With both ends included, repeat exactly the lines of the entries below from the one containing "ring mcp: (1180, 1015)" down to the one containing "pinky tip: (1093, 1036)", and no others.

══════

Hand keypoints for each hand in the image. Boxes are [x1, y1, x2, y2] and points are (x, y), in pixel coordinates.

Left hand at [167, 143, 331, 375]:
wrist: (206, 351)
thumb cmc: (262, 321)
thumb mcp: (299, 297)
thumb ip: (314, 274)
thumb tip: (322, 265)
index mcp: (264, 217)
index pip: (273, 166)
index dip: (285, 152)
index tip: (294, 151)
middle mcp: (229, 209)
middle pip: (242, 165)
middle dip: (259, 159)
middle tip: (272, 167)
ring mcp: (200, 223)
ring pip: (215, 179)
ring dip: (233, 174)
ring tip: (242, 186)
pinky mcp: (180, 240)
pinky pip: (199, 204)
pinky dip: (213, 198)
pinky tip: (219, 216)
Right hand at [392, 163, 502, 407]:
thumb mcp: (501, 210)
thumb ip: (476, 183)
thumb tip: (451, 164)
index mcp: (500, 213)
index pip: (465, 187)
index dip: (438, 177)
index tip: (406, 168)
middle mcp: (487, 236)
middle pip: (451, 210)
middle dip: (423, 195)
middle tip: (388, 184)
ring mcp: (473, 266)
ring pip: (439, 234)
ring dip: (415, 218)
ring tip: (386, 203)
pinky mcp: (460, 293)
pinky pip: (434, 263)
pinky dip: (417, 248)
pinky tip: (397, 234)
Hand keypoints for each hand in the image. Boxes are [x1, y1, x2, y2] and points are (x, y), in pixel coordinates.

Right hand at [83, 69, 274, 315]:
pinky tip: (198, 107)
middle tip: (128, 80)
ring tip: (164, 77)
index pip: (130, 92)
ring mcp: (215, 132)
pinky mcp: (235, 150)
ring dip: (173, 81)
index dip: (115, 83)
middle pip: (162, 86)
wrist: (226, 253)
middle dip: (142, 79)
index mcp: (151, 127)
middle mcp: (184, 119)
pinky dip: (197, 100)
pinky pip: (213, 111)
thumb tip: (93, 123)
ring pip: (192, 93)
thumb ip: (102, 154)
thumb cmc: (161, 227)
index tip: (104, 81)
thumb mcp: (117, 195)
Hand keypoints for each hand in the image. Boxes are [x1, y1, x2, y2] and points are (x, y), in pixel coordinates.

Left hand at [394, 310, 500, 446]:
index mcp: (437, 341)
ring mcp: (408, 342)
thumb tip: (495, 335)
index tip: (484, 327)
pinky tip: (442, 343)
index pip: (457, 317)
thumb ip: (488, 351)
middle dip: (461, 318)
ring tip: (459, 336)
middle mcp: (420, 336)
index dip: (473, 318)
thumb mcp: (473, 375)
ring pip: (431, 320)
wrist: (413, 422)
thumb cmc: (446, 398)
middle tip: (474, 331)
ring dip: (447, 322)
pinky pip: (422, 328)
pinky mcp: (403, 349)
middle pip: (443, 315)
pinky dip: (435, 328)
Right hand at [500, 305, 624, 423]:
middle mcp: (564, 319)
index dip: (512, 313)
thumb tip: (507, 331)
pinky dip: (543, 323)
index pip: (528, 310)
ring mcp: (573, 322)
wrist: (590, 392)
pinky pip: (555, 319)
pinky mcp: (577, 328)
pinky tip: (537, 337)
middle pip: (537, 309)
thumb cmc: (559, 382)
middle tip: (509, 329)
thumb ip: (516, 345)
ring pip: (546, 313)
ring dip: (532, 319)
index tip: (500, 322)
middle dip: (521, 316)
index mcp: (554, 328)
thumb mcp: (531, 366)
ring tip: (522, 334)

══════

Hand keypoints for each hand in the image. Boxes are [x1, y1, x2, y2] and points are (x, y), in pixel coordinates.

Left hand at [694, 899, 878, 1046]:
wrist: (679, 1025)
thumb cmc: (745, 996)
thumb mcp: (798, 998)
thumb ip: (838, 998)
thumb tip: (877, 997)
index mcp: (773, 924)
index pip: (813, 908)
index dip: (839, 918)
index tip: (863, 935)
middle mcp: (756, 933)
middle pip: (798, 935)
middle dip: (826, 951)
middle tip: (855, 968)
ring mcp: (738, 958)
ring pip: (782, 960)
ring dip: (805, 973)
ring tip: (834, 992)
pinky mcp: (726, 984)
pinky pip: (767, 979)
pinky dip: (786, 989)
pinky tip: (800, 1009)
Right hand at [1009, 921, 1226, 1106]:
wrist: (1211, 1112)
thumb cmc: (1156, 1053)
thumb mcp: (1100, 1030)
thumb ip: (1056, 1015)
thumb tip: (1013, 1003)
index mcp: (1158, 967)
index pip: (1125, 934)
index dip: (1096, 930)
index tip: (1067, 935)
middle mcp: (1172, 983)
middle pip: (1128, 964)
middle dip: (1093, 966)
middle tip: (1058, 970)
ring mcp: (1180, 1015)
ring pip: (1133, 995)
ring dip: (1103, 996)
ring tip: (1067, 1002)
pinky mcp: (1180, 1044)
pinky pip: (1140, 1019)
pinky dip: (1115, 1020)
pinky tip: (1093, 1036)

══════

■ Exercise output:
ring mcp: (1180, 1015)
ring pip: (1133, 995)
ring dip: (1103, 996)
ring tip: (1067, 1002)
pinky mcp: (1180, 1044)
pinky pip: (1140, 1019)
pinky dip: (1115, 1020)
pinky tip: (1093, 1036)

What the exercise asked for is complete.